18 Comments

  1. That clouded plastic optic could be fixed by a Cerakote Headlight Restoration kit. $16 at Walmart, and work great.

  2. “(…)World War I, both the British
    and the Germans started working on
    rudimentary but real and functional
    cullamating optical sights for fighter
    aircraft for the machine guns on early
    fighters. At this point, this sort of
    site was fairly large and clunky. It was
    something that could be used on say
    artillery perhaps as well as built into
    aircraft, but it wasn’t small enough to
    put on individual small arms.
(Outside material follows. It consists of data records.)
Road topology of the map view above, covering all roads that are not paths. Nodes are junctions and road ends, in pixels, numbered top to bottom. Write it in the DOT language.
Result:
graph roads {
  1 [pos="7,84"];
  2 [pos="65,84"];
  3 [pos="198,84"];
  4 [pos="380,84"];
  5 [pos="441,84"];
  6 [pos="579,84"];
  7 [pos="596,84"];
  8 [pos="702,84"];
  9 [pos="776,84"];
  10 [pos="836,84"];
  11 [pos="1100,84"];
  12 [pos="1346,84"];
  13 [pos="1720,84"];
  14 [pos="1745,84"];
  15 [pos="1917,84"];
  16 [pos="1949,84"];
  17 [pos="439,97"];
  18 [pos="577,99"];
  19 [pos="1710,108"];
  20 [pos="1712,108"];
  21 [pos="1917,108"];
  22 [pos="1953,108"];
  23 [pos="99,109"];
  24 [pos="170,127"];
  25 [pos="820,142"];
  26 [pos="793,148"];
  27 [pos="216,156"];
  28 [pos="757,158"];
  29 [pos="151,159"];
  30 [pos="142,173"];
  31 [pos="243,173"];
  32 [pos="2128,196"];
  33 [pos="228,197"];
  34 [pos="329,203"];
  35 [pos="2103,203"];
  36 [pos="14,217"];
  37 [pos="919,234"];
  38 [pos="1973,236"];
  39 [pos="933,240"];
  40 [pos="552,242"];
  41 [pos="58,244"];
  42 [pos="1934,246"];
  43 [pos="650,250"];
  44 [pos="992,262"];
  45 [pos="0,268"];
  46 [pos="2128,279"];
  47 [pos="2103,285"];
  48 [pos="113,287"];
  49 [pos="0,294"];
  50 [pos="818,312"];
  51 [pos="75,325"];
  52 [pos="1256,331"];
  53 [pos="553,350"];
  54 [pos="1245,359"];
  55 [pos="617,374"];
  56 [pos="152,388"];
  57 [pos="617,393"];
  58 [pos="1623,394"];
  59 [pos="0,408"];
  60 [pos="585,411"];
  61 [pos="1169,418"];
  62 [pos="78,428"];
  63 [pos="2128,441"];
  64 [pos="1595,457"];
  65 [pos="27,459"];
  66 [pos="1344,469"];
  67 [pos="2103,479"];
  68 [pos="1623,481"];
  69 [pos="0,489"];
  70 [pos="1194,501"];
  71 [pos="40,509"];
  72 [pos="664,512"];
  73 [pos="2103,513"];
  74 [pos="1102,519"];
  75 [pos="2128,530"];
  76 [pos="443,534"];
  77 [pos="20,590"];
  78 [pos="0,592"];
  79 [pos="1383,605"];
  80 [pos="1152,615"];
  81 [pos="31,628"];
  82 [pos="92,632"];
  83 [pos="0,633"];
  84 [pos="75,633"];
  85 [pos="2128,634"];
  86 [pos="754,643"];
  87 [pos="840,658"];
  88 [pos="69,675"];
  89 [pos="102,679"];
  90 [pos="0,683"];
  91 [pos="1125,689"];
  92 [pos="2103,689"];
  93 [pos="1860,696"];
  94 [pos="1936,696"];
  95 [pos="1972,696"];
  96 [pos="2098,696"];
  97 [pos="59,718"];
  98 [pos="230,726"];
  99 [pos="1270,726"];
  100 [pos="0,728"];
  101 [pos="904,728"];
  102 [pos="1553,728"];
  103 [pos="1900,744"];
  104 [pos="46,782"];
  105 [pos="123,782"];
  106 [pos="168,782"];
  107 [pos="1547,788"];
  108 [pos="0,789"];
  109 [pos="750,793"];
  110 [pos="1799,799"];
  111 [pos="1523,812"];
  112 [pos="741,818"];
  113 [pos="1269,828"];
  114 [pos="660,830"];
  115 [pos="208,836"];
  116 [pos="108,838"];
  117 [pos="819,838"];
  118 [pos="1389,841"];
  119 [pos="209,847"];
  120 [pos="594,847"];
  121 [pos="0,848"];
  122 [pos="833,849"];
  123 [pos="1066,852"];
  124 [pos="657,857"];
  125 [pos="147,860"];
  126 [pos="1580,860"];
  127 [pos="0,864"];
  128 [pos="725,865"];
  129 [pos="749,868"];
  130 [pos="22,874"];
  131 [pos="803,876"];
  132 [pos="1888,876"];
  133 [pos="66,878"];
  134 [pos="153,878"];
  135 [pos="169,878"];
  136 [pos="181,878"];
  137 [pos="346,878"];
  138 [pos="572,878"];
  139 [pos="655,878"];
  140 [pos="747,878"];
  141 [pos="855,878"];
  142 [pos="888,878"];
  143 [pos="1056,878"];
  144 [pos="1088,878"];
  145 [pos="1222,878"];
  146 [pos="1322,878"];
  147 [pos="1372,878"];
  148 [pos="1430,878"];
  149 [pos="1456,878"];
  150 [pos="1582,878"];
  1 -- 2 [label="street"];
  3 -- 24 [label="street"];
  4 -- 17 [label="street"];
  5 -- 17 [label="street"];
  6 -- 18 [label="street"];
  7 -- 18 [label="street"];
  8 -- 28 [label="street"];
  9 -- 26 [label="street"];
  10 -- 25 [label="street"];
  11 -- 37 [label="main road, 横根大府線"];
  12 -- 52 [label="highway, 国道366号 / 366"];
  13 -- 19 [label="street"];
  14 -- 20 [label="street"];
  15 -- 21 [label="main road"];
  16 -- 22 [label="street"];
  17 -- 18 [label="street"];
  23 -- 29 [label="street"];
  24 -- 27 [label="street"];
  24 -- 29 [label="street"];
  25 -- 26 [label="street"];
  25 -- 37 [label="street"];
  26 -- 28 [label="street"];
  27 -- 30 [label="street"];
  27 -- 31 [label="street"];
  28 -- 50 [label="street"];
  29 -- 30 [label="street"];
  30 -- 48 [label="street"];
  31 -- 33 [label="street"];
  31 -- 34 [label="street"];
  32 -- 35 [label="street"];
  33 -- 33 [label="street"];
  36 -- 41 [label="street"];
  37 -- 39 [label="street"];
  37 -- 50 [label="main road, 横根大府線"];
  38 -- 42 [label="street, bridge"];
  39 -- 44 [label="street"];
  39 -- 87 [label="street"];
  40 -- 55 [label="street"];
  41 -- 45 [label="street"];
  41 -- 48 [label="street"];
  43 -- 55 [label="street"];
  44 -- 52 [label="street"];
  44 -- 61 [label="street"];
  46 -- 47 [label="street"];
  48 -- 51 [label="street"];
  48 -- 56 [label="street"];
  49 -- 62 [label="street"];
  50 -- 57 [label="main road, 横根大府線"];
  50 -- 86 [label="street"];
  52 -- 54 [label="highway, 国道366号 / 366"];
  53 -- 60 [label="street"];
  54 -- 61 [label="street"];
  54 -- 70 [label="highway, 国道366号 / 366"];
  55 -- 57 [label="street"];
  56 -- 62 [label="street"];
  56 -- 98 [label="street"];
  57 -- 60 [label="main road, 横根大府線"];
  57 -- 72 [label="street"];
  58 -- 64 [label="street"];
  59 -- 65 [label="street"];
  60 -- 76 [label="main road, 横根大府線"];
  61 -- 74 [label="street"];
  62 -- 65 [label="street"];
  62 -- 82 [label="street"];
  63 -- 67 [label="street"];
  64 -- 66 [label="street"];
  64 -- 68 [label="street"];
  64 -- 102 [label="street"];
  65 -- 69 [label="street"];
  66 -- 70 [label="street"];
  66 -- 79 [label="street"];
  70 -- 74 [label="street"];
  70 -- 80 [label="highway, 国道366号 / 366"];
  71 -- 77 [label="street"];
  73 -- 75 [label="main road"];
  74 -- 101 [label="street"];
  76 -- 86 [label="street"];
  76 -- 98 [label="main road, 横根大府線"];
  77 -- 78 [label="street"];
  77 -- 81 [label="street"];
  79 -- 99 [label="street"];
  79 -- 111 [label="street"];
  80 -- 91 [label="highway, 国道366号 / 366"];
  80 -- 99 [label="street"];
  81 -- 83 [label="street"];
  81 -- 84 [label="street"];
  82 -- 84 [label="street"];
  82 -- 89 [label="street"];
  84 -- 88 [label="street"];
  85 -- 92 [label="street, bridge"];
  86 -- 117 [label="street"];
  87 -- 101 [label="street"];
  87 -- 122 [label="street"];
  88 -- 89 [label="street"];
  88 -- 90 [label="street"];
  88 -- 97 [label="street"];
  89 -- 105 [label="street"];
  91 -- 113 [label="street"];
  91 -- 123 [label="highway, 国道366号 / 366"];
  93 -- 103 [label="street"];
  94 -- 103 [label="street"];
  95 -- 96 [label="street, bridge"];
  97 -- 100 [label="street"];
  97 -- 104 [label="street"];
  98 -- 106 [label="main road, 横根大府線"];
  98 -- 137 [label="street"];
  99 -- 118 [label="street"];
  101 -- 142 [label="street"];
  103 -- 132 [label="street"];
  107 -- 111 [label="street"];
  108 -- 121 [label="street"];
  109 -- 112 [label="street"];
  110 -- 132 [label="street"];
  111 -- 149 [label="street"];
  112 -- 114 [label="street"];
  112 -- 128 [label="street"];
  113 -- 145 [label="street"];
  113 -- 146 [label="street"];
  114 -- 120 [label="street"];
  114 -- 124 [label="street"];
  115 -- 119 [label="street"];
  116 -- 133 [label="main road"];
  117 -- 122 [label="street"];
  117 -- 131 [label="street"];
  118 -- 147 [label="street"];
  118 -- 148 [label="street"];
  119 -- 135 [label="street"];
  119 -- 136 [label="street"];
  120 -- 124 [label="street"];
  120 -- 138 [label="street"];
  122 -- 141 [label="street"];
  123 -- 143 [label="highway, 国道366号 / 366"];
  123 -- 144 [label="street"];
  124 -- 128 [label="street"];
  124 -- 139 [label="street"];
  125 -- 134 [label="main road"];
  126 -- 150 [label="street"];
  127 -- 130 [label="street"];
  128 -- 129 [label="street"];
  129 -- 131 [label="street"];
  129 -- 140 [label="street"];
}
That would
    come several decades later.(…)”
    Actually reflex sight suited for hand-held fire-arm was developed more than decade earlier. This was A New Collimating-telescope Gun-Sight For Large And Small Ordnance developed by Sir Howard Grubb https://commons.wikimedia.org/wiki/File:Howard_Grubb_Reflexvisier_2.jpg around 1901 and patented, U.S. patent is US734060A and can be seen at https://patents.google.com/patent/US734060A

  3. Years ago, I had a Marlin 1895 .45-70 with a Bushnell 1.5X-5X variable on top.

    With the magnification dialed down to 1.5X, All i had to do was keep both eyes open, bring the rifle up, and the scope looked exactly like a “dot” sight in my field of view, except with a crosshair.

    Out to 100 meters, it put the 300-grain JHP right where the crosshair was, every time.

    The effectiveness of low-or-zero-magnification “dot” sights has more to do with how your eye reacts to something in your field of view than the exact mechanics of each individual type of sight. This is as true of the modern ACOG as it is of the old Nydar shotgun sight.

    Or “field expedients” like mine.

    clear ether

    eon

    • It’s interesting to think about the brain combining the target picture and. the red dot into one picture. How precise can my brain do that? Will it fool me by imagining the dot to be where I want it to be?

  4. I only had heard of the term “Collimator” prior, as the Sa80 “British gun, aye that.” Had a gadget, that you inserted into the bore at the muzzle & you adjusted the susat sight (Via turning some screws to make it go up/down, left/right) to zero it… On a recticule of… A horizontal/vertical cross hatch, and that, er… Well, I assume given it was stuck in the bore, aligned the sight, to the basic; area of… Well, to be inline with the bore. Point being, a basic zero thing without firing and doing the adjustments that way. Or… It meant less firing was meant to sort of do it – You know the alignment of the bore to something inline with scopes recticule. Interesting stuff. Can’t claim I understood it really at the time, but this video helped’ish – Inconjuction with then thinking about modern red dot sights. Interesting stuff. I once thought could you put a laser pointer, on a Susat “The Sa80 sight” mount, the pointer attached to the mount; then build a sight around that (Was 20 yr or so ago) then, what happens is the pointer, hits a mirror thing – It zaps out towards the target, and you see the beam end either magnified by looking into the sight, or if you look above the sight… You just see the beam. Now, thinking now about red dots and magnifiers… Not sure if that would work, as such or not. In regards “What lense & what mirror” but on the face of it, is was sort of along the right lines.

    • I had, had pellet guns prior, which you adjusted the scopes “Reticule” thing for, but I seem to remember thinking, oh, you adjust the mount on the susat (I assumed a design that enabled the sight to be heavy armoured) which it was I dropped one, and the Sa80 is a heavy gun, right on the sight (Northern Ireland, fannying around with riot shields etc) and it landed right on the sight – I thought feck… Bomb proof, didn’t damage the sight or mount… Incidentally.

      • So there is a bit of credit, from me, going to the Sa80; bounce, no issue – Wasn’t I remember trying to track said gun, thinking “Have I fecked it” hadn’t same basic zero, etc, etc. Interesting point, in away, in of itself.

        • The Sa80 “Collimator” had a sort of wee scope, with said reticule, that you could see via looking through the Susat; with the Collimator device being stuck in the bore by, an appropriate sized pipe thing, eh. Interesting stuff.

          • “Know what I mean; your beast of of highlander has shot my daughter because he needs glasses. No he doesn’t, it was more or less spot on.” Unexplained fires are a matter for the courts; Canyonero.

          • Trevice delay scope stg45 mk1. Idea; issue, massed com bloc; hey fair play to them; not like we don’t desereve it – But feck them, more fecked. Bang them out, kill with impetus/localised drone. Cheap like, said imptus – Give everone 5, Russians – Aye they’ll find there way to 16 yr olds, next question.

  5. Looking forward to more content like this Ian!

    The second sight that you introduced is actually a Singlepoint, not the later Armson which was essentially the same concept in a smaller form factor. Specifically, its most likely the SP241 model and would date from the early 1970s. The dome was supposed to be cloudy, unlike some of their earlier models. Nice early B-Square AR mount too.